The visceral mass is the portion containing digestive, circulatory, respiratory,and reproductive organs, and it depends primarily on ciliary tractsfor its functioning. Two folds of skin, outgrowths of the dorsal body wall, form a protective mantle, which encloses a space between the mantle and body wall called the mantle cavity. The mantle cavity houses gills (ctenidia) or a lung, and in some molluscs the mantle secretes a protective shell over the visceral mass. Modifications of the structures that make up the head-foot and the visceral mass produce the great diversity of patterns observed in Mollusca. Greater emphasis on either the head-foot portion or the visceral mass portion can be observed in various classes of molluscs.
Most molluscs have well-developed heads, which bear their mouth and some specialized sensory organs. Photosensory receptors range from fairly simple ones to the complex eyes of cephalopods. Tentacles are often present. Within the mouth is a structure unique to molluscs, the radula, and usually posterior to the mouth is the chief locomotor organ, or foot.
The radula is a rasping, protrusible, tonguelike organ found in all molluscs except bivalves and most solenogasters. It is used for feeding and consists of a ribbonlike membrane on which are mounted rows of tiny teeth that point backward. Complex muscles move the radula and its supporting cartilages (odontophore) in and out of the mouth while the membrane is partly rotated over the tips of the cartilages. There may be a few or as many as 250,000 teeth, which, when protruded, can scrape, pierce, tear, or cut.
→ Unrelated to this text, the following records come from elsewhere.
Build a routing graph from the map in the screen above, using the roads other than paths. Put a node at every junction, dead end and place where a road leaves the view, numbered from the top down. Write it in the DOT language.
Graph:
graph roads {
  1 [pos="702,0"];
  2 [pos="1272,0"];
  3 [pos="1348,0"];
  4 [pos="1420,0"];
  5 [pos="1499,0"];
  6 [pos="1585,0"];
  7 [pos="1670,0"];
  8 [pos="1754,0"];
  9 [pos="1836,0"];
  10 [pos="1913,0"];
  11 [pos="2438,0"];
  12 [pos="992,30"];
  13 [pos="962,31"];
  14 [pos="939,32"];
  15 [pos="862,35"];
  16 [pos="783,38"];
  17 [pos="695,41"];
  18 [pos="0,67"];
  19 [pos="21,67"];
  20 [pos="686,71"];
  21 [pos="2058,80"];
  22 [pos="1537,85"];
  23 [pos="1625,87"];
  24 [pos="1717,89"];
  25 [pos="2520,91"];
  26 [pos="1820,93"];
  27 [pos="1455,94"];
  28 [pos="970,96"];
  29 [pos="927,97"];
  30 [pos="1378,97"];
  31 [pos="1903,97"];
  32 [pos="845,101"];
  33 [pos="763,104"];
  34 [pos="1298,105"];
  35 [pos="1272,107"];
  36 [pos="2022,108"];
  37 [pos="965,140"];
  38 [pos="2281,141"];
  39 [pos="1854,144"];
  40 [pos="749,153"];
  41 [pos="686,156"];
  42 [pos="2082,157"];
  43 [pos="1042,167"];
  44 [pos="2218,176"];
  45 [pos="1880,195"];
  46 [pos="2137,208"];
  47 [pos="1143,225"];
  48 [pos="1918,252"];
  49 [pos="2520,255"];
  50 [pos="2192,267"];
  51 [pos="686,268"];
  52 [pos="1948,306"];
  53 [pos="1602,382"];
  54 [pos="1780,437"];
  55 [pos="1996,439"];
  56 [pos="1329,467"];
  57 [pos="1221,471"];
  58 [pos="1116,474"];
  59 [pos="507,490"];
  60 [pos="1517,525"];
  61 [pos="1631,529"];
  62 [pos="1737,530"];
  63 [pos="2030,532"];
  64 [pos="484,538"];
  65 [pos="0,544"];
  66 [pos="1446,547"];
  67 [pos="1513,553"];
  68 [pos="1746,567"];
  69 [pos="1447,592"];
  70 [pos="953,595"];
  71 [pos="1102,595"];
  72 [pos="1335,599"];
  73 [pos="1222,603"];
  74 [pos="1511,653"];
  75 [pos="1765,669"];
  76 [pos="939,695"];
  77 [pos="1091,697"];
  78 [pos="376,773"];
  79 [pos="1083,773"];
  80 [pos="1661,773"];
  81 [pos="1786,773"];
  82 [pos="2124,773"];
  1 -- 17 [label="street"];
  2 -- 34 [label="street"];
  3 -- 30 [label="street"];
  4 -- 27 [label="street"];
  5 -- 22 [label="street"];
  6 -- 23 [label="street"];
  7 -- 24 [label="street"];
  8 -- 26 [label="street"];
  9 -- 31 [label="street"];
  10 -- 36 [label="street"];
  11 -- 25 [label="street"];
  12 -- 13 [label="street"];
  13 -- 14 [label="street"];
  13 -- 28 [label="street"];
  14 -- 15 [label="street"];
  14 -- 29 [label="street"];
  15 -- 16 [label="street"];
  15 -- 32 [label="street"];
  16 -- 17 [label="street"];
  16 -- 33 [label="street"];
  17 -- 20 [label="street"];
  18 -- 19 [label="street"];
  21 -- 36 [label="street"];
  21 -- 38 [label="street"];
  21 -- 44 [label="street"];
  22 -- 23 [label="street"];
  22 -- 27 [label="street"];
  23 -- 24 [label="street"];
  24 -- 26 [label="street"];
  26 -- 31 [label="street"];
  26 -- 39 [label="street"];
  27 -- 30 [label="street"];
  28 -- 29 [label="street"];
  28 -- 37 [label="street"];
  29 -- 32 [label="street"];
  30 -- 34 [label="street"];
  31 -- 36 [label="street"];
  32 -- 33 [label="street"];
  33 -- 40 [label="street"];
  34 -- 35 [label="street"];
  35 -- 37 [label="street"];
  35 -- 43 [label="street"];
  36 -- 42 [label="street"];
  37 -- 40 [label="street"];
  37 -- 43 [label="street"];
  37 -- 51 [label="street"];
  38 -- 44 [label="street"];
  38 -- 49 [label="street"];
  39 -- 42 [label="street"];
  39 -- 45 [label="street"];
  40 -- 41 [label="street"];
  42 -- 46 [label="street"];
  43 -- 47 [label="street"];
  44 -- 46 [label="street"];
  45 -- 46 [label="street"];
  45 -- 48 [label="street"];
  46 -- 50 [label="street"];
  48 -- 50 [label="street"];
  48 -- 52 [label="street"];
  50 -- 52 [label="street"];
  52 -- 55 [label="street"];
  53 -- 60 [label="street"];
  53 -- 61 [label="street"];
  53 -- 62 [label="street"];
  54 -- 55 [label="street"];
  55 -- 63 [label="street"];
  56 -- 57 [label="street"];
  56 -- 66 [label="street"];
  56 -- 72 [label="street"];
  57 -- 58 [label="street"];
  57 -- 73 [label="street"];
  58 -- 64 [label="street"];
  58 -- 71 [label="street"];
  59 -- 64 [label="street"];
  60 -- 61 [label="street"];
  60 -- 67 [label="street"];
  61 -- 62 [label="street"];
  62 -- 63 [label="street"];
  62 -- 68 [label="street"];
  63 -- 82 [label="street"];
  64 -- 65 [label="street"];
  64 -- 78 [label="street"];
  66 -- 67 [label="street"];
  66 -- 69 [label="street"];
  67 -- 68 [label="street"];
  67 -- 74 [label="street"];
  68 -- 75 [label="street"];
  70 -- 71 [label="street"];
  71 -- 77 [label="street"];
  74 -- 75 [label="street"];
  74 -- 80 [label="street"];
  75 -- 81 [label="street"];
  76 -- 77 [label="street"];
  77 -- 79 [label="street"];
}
The usual function of the radula is twofold: to rasp fine particles of food material from hard surfaces and to serve as a conveyor belt for carrying particles in a continuous stream toward the digestive tract. As the radula wears away anteriorly, new rows of teeth are continuously replaced by secretion at its posterior end. The pattern and number of teeth in a row are specific for each species and are used in the classification of molluscs. Very interesting radular specializations, such as for boring through hard materials or for harpooning prey, are found in some forms.
The molluscan foot may be variously adapted for locomotion, for attachment to a substratum, or for a combination of functions. It is usually a ventral, solelike structure in which waves of muscular contraction effect a creeping locomotion. However, there are many modifications, such as the attachment disc of limpets, the molluscs that glide on cilia.
In snails and bivalves the foot is extended from the body hydraulically, by engorgement with blood. Burrowing forms can extend the foot into the mud or sand, enlarge it with blood pressure, then use the engorged foot as an anchor to draw the body for- ward. In pelagic (free-swimming) forms the foot may be modified into winglike parapodia, or thin, mobile fins for swimming.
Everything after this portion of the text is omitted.